# [Task description]
Every line of the listing should be repeated exactly.

# [Records shown]

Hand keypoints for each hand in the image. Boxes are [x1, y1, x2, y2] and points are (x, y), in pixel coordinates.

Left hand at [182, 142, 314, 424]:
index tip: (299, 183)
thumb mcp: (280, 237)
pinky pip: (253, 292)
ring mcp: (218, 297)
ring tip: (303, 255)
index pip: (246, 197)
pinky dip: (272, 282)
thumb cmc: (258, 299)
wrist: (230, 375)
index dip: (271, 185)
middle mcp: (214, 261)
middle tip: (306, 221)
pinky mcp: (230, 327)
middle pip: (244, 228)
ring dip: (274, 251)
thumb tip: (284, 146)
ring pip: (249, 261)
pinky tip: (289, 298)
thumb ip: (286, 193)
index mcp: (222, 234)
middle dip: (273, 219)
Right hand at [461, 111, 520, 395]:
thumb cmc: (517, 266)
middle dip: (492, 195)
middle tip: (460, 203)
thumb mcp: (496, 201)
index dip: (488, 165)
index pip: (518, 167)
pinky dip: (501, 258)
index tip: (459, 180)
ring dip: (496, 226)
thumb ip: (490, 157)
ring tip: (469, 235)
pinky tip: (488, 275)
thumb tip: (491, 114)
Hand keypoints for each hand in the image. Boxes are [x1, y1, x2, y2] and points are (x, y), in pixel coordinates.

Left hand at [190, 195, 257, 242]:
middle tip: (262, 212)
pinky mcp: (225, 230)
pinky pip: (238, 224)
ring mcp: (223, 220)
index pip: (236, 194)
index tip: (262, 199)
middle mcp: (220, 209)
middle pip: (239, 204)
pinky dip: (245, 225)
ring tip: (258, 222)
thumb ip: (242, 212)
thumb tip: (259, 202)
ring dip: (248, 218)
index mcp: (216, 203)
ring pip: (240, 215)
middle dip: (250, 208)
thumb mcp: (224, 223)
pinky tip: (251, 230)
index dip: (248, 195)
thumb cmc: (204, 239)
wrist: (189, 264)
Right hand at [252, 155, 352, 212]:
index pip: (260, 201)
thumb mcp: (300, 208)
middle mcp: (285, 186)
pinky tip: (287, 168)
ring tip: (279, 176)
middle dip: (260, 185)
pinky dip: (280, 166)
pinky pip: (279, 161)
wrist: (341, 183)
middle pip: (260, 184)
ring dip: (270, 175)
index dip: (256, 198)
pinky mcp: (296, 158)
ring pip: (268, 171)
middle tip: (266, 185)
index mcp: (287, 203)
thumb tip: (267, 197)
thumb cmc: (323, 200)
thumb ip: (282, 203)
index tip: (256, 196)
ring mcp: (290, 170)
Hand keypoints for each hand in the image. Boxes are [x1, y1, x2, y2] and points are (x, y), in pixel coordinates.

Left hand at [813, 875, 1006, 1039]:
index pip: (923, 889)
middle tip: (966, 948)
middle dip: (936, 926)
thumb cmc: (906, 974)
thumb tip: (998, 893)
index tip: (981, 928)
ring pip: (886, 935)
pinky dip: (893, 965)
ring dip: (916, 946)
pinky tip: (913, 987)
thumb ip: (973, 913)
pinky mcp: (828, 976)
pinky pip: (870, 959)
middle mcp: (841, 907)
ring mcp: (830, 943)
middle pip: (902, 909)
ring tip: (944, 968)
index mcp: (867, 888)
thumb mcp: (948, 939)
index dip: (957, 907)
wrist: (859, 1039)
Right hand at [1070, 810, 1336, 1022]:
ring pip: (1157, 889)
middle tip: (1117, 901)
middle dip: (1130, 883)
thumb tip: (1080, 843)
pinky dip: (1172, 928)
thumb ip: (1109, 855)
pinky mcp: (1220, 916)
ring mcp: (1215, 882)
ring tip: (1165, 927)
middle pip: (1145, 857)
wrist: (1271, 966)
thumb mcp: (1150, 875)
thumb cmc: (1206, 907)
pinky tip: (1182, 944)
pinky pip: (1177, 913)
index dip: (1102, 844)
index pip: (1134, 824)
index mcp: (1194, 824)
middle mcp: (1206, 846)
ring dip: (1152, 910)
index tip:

# [Your solution]
Hand keypoints for each hand in the image. Boxes are [x1, y1, x2, y2] and points are (x, y), in pixel coordinates.

Left hand at [182, 142, 314, 424]:
index tip: (299, 183)
thumb mcp: (280, 237)
pinky pip: (253, 292)
ring mcp: (218, 297)
ring tip: (303, 255)
index pip: (246, 197)
pinky dip: (272, 282)
thumb cmc: (258, 299)
wrist: (230, 375)
index dip: (271, 185)
middle mcp: (214, 261)
middle tip: (306, 221)
pinky mcp: (230, 327)
middle pip: (244, 228)
ring dip: (274, 251)
thumb tip: (284, 146)
ring pip: (249, 261)
pinky tip: (289, 298)
thumb ip: (286, 193)
index mcp: (222, 234)
middle dip: (273, 219)
Right hand at [461, 111, 520, 395]:
thumb cmc: (517, 266)
middle dip: (492, 195)
middle tip: (460, 203)
thumb mcp: (496, 201)
index dip: (488, 165)
index pip: (518, 167)
pinky dip: (501, 258)
index tip: (459, 180)
ring dip: (496, 226)
thumb ip: (490, 157)
ring tip: (469, 235)
pinky tip: (488, 275)
thumb tip: (491, 114)
Hand keypoints for each hand in the image. Boxes are [x1, y1, x2, y2] and points are (x, y), in pixel coordinates.

Left hand at [190, 195, 257, 242]:
middle tip: (262, 212)
pinky mcp: (225, 230)
pinky pip: (238, 224)
ring mcp: (223, 220)
index pip: (236, 194)
index tip: (262, 199)
middle mcp: (220, 209)
middle pip: (239, 204)
pinky dip: (245, 225)
ring tip: (258, 222)
thumb ip: (242, 212)
thumb tip: (259, 202)
ring dip: (248, 218)
index mcp: (216, 203)
ring pip: (240, 215)
middle dip: (250, 208)
thumb mcp: (224, 223)
pinky tip: (251, 230)
index dip: (248, 195)
thumb cmc: (204, 239)
wrist: (189, 264)
Right hand at [252, 155, 352, 212]:
index pip: (260, 201)
thumb mcp: (300, 208)
middle mcp: (285, 186)
pinky tip: (287, 168)
ring tip: (279, 176)
middle dip: (260, 185)
pinky dip: (280, 166)
pinky pip: (279, 161)
wrist: (341, 183)
middle pip: (260, 184)
ring dip: (270, 175)
index dip: (256, 198)
pinky mcp: (296, 158)
ring pip: (268, 171)
middle tip: (266, 185)
index mcp: (287, 203)
thumb tip: (267, 197)
thumb cmc: (323, 200)
thumb ip: (282, 203)
index tip: (256, 196)
ring mcp: (290, 170)
Hand keypoints for each hand in the image. Boxes are [x1, y1, x2, y2] and points are (x, y), in pixel coordinates.

Left hand at [813, 875, 1006, 1039]:
index pip: (923, 889)
middle tip: (966, 948)
middle dip: (936, 926)
thumb cmc: (906, 974)
thumb tip: (998, 893)
index tip: (981, 928)
ring pip: (886, 935)
pinky dip: (893, 965)
ring dip: (916, 946)
pinky tip: (913, 987)
thumb ip: (973, 913)
pinky mcp: (828, 976)
pinky pip: (870, 959)
middle mcp: (841, 907)
ring mcp: (830, 943)
middle pip: (902, 909)
ring tip: (944, 968)
index mcp: (867, 888)
thumb mcp: (948, 939)
index dip: (957, 907)
wrist: (859, 1039)
Right hand at [1070, 810, 1336, 1022]:
ring pip: (1157, 889)
middle tip: (1117, 901)
middle dip: (1130, 883)
thumb tip: (1080, 843)
pinky dip: (1172, 928)
thumb ip: (1109, 855)
pinky mcp: (1220, 916)
ring mcp: (1215, 882)
ring tip: (1165, 927)
middle pip: (1145, 857)
wrist: (1271, 966)
thumb mcp: (1150, 875)
thumb cmc: (1206, 907)
pinky tip: (1182, 944)
pinky pip: (1177, 913)
index dip: (1102, 844)
index pip: (1134, 824)
index mcp: (1194, 824)
middle mcp: (1206, 846)
ring dip: (1152, 910)
index tip:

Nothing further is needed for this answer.